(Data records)
++++++++++
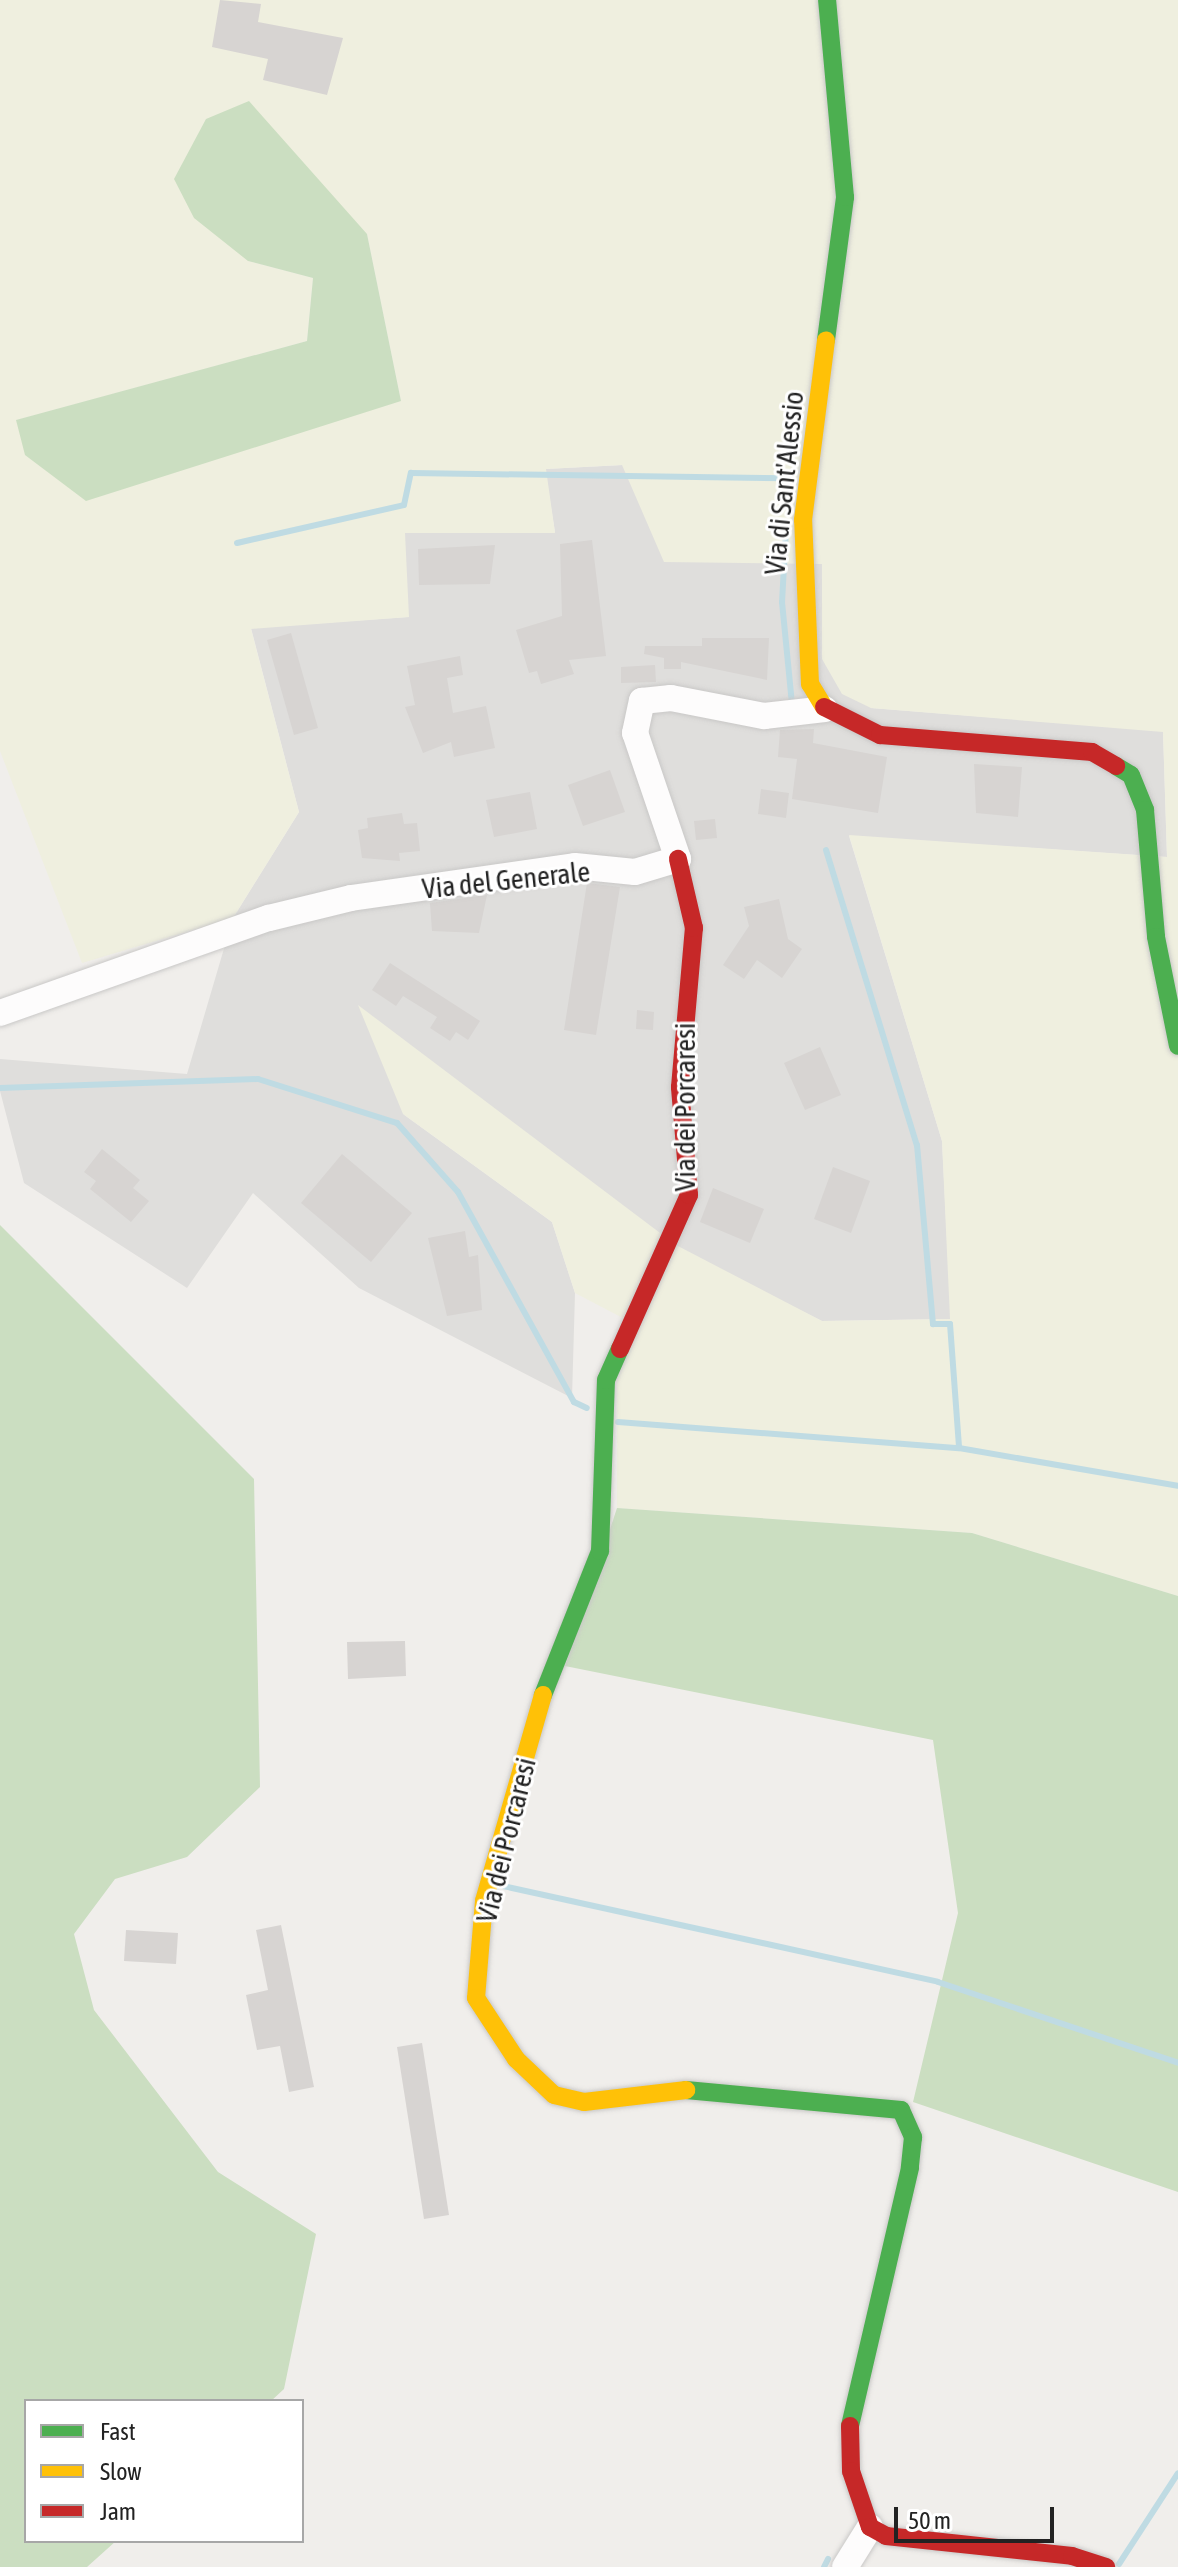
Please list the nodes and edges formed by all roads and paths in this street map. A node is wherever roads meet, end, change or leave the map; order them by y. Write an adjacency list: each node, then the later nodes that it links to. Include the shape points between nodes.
1 (827, 0): 2 (street, Via di Sant'Alessio, via 845,197 800,572 805,662)
2 (825, 709): 3 (street, via 764,716 671,698 642,701 635,733); 5 (street, via 880,735 1092,752 1131,775 1145,810 1156,937)
3 (678, 859): 4 (street, Via del Generale, via 635,872 575,866 351,898 269,918); 6 (street, Via dei Porcaresi, via 694,928 680,1087 689,1195 606,1380 600,1551 554,1658 484,1901 476,1998 516,2059 554,2095 584,2102 685,2090 901,2110 913,2137 910,2168 850,2412 851,2471)
4 (0, 1013)
5 (1178, 1046)
6 (870, 2527): 7 (street, via 886,2536); 8 (street)
7 (1102, 2564)
8 (845, 2567)

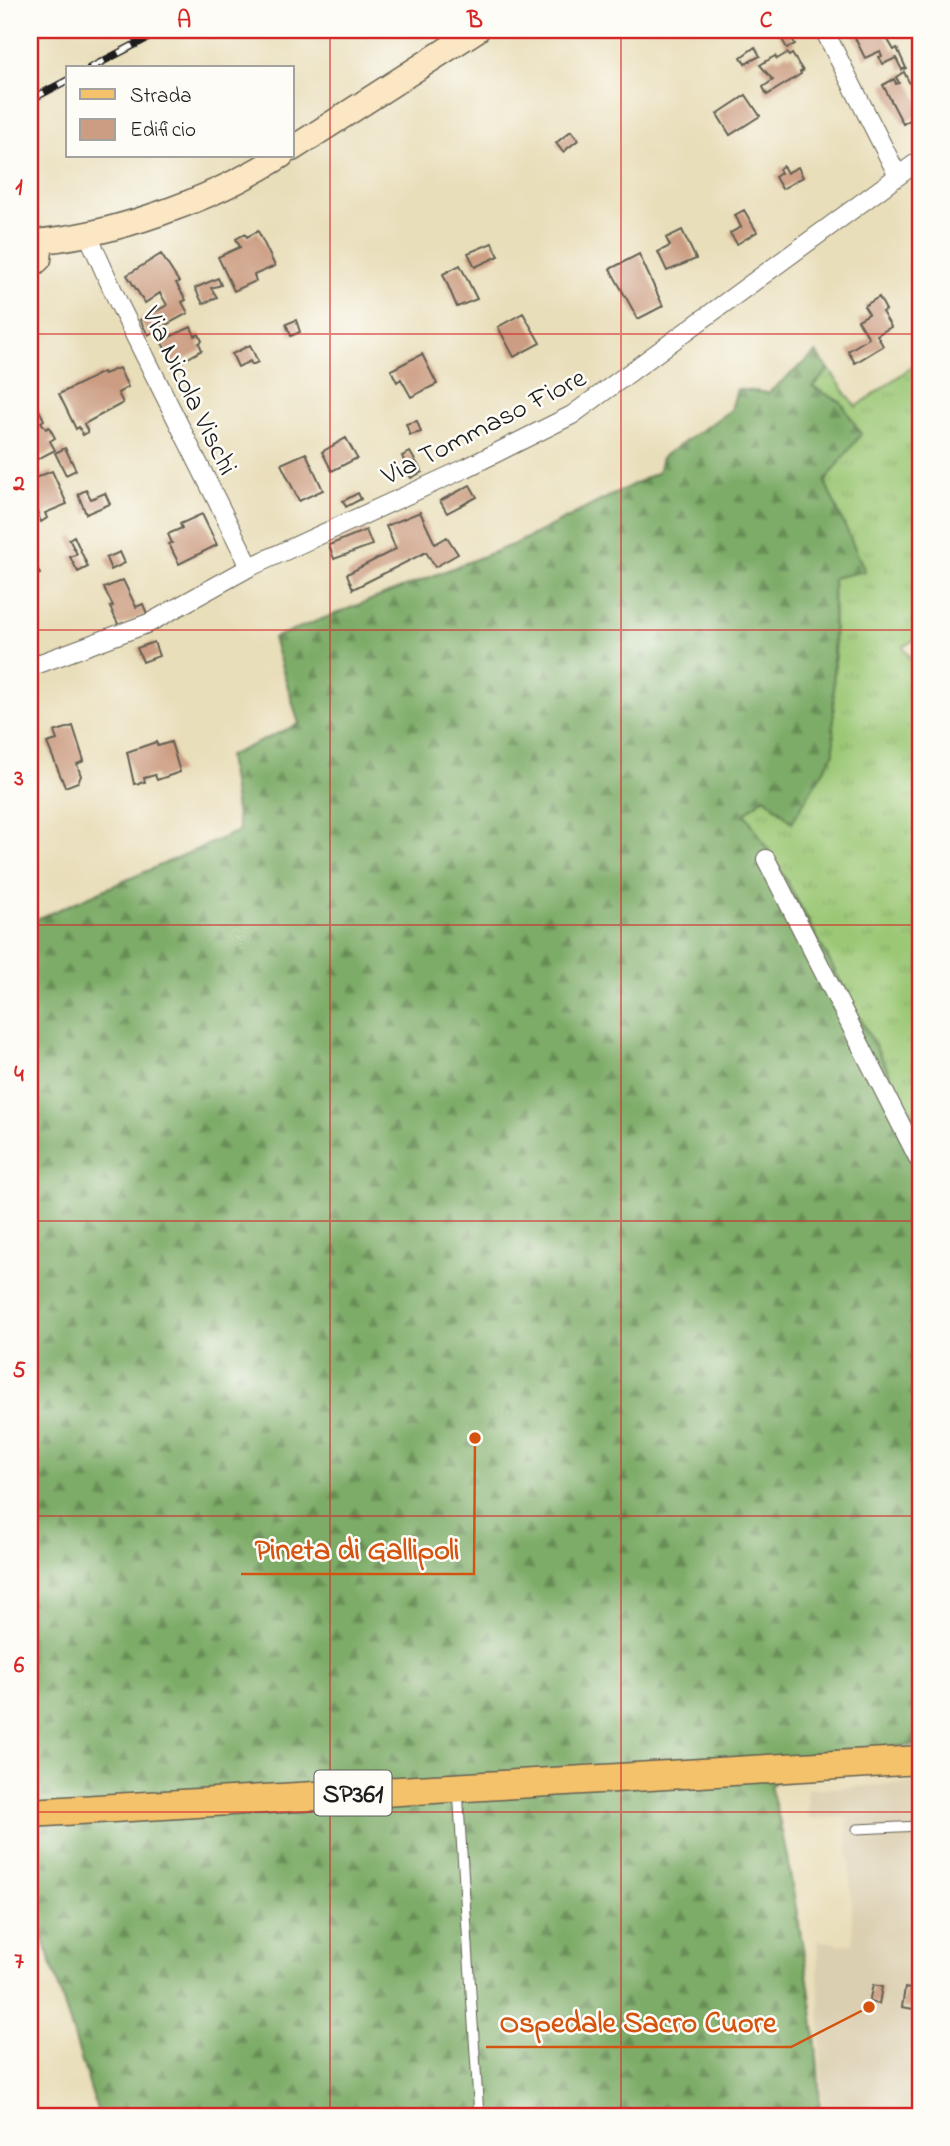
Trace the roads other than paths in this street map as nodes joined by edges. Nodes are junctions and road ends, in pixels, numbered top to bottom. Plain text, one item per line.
1 (477, 30) edge
2 (824, 30) edge
3 (294, 148) edge
4 (277, 158) edge
5 (920, 160) edge
6 (898, 176) junction
7 (88, 234) junction
8 (35, 242) edge
9 (30, 267) edge
10 (250, 567) junction
11 (30, 667) edge
12 (766, 859) dead end
13 (920, 1162) edge
14 (920, 1760) edge
15 (458, 1787) junction
16 (30, 1813) edge
17 (920, 1826) edge
18 (857, 1829) dead end
19 (480, 2116) edge

1 - 3 main road
2 - 6 street
4 - 7 main road
5 - 6 street, Via Tommaso Fiore
6 - 10 street, Via Tommaso Fiore
7 - 8 main road
7 - 10 street, Via Nicola Vischi
8 - 9 main road
10 - 11 street, Via Tommaso Fiore
12 - 13 street
14 - 15 main road, SP361
15 - 16 main road, SP361
15 - 19 lane
17 - 18 lane

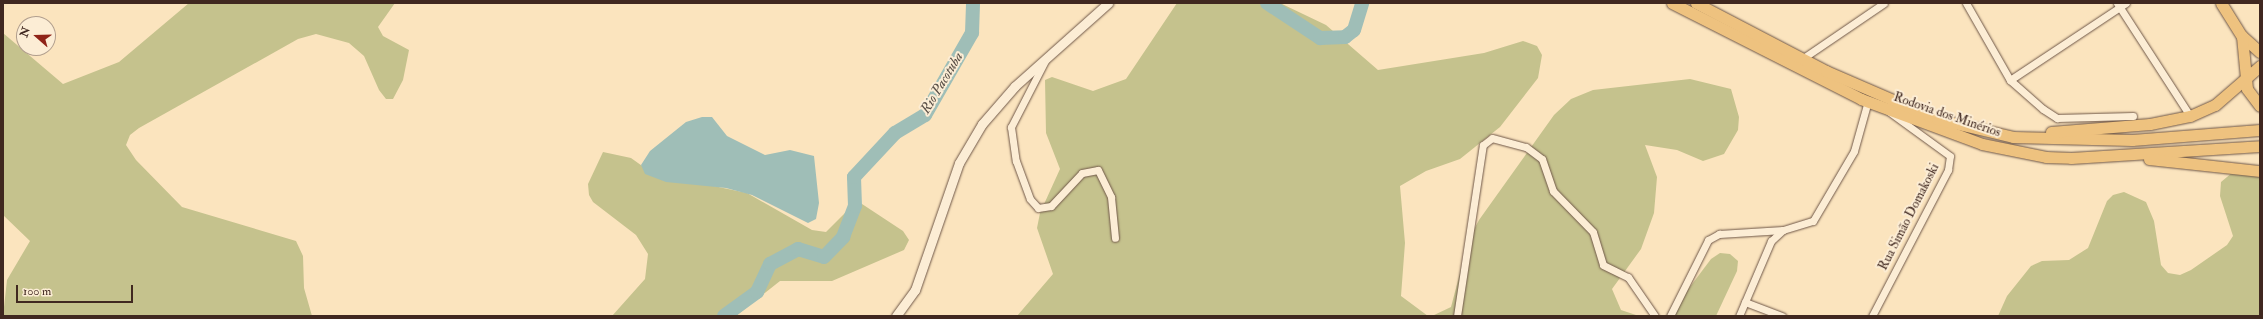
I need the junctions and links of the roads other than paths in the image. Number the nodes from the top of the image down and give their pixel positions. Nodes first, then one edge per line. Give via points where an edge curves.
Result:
1 (1108, 3) edge
2 (1672, 3) edge
3 (1696, 3) edge
4 (1884, 3) edge
5 (1966, 3) edge
6 (2126, 3) edge
7 (2221, 3) edge
8 (2118, 5) edge
9 (2242, 36) junction
10 (2260, 52) edge
11 (1047, 57) junction
12 (1802, 59) junction
13 (2260, 66) edge
14 (2247, 78) junction
15 (2010, 80) junction
16 (1868, 102) junction
17 (2260, 106) edge
18 (1887, 110) junction
19 (2133, 116) dead end
20 (2190, 116) junction
21 (2260, 130) edge
22 (2032, 138) junction
23 (2260, 146) edge
24 (2123, 156) junction
25 (2260, 171) edge
26 (1783, 230) junction
27 (1115, 238) dead end
28 (1745, 302) junction
29 (896, 316) edge
30 (1457, 316) edge
31 (1655, 316) edge
32 (1670, 316) edge
33 (1739, 316) edge
34 (1782, 316) edge
35 (1872, 316) edge

1 - 11 street
2 - 16 main road, Rodovia dos Minérios
3 - 12 main road, Rodovia dos Minérios
4 - 12 street
5 - 15 street
6 - 8 street
7 - 9 main road
8 - 15 street
8 - 20 street
9 - 10 main road
9 - 14 main road
11 - 27 street via 1011,127 1016,161 1030,199 1038,208 1051,206 1082,173 1098,170 1112,197
11 - 29 street via 1015,86 982,124 960,163 916,290
12 - 22 main road, Rodovia dos Minérios via 1937,119 2013,137
13 - 14 main road
14 - 17 main road via 2250,98
14 - 20 main road via 2215,105
15 - 19 street via 2022,94 2057,118
16 - 18 main road, Rodovia dos Minérios
16 - 26 street via 1854,151 1813,221
18 - 24 main road, Rodovia dos Minérios via 1982,144 2046,157
18 - 35 street, Rua Simão Domakoski via 1950,156 1948,170
20 - 22 main road
21 - 22 main road, Rodovia dos Minérios via 2132,140
23 - 24 main road, Rodovia dos Minérios
24 - 25 main road
26 - 28 street via 1771,241
26 - 32 street via 1719,234 1708,240
28 - 33 street
28 - 34 street
30 - 31 street via 1480,158 1483,145 1492,138 1526,147 1542,159 1553,191 1593,232 1603,265 1628,277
++++++++++
**Required action**
The copy should hold every entry above word for word and none of the pictures.

**Solved exercise**
Please list the nodes and edges formed by all roads and paths in this street map. A node is wherever roads meet, end, change or leave the map; order them by y. Write an adjacency list: each node, then the later nodes that it links to. Include the shape points between nodes.
1 (827, 0): 2 (street, Via di Sant'Alessio, via 845,197 800,572 805,662)
2 (825, 709): 3 (street, via 764,716 671,698 642,701 635,733); 5 (street, via 880,735 1092,752 1131,775 1145,810 1156,937)
3 (678, 859): 4 (street, Via del Generale, via 635,872 575,866 351,898 269,918); 6 (street, Via dei Porcaresi, via 694,928 680,1087 689,1195 606,1380 600,1551 554,1658 484,1901 476,1998 516,2059 554,2095 584,2102 685,2090 901,2110 913,2137 910,2168 850,2412 851,2471)
4 (0, 1013)
5 (1178, 1046)
6 (870, 2527): 7 (street, via 886,2536); 8 (street)
7 (1102, 2564)
8 (845, 2567)

Trace the roads other than paths in this street map as nodes joined by edges. Nodes are junctions and road ends, in pixels, numbered top to bottom. Plain text, one item per line.
1 (477, 30) edge
2 (824, 30) edge
3 (294, 148) edge
4 (277, 158) edge
5 (920, 160) edge
6 (898, 176) junction
7 (88, 234) junction
8 (35, 242) edge
9 (30, 267) edge
10 (250, 567) junction
11 (30, 667) edge
12 (766, 859) dead end
13 (920, 1162) edge
14 (920, 1760) edge
15 (458, 1787) junction
16 (30, 1813) edge
17 (920, 1826) edge
18 (857, 1829) dead end
19 (480, 2116) edge

1 - 3 main road
2 - 6 street
4 - 7 main road
5 - 6 street, Via Tommaso Fiore
6 - 10 street, Via Tommaso Fiore
7 - 8 main road
7 - 10 street, Via Nicola Vischi
8 - 9 main road
10 - 11 street, Via Tommaso Fiore
12 - 13 street
14 - 15 main road, SP361
15 - 16 main road, SP361
15 - 19 lane
17 - 18 lane

I need the junctions and links of the roads other than paths in the image. Number the nodes from the top of the image down and give their pixel positions. Nodes first, then one edge per line. Give via points where an edge curves.
Result:
1 (1108, 3) edge
2 (1672, 3) edge
3 (1696, 3) edge
4 (1884, 3) edge
5 (1966, 3) edge
6 (2126, 3) edge
7 (2221, 3) edge
8 (2118, 5) edge
9 (2242, 36) junction
10 (2260, 52) edge
11 (1047, 57) junction
12 (1802, 59) junction
13 (2260, 66) edge
14 (2247, 78) junction
15 (2010, 80) junction
16 (1868, 102) junction
17 (2260, 106) edge
18 (1887, 110) junction
19 (2133, 116) dead end
20 (2190, 116) junction
21 (2260, 130) edge
22 (2032, 138) junction
23 (2260, 146) edge
24 (2123, 156) junction
25 (2260, 171) edge
26 (1783, 230) junction
27 (1115, 238) dead end
28 (1745, 302) junction
29 (896, 316) edge
30 (1457, 316) edge
31 (1655, 316) edge
32 (1670, 316) edge
33 (1739, 316) edge
34 (1782, 316) edge
35 (1872, 316) edge

1 - 11 street
2 - 16 main road, Rodovia dos Minérios
3 - 12 main road, Rodovia dos Minérios
4 - 12 street
5 - 15 street
6 - 8 street
7 - 9 main road
8 - 15 street
8 - 20 street
9 - 10 main road
9 - 14 main road
11 - 27 street via 1011,127 1016,161 1030,199 1038,208 1051,206 1082,173 1098,170 1112,197
11 - 29 street via 1015,86 982,124 960,163 916,290
12 - 22 main road, Rodovia dos Minérios via 1937,119 2013,137
13 - 14 main road
14 - 17 main road via 2250,98
14 - 20 main road via 2215,105
15 - 19 street via 2022,94 2057,118
16 - 18 main road, Rodovia dos Minérios
16 - 26 street via 1854,151 1813,221
18 - 24 main road, Rodovia dos Minérios via 1982,144 2046,157
18 - 35 street, Rua Simão Domakoski via 1950,156 1948,170
20 - 22 main road
21 - 22 main road, Rodovia dos Minérios via 2132,140
23 - 24 main road, Rodovia dos Minérios
24 - 25 main road
26 - 28 street via 1771,241
26 - 32 street via 1719,234 1708,240
28 - 33 street
28 - 34 street
30 - 31 street via 1480,158 1483,145 1492,138 1526,147 1542,159 1553,191 1593,232 1603,265 1628,277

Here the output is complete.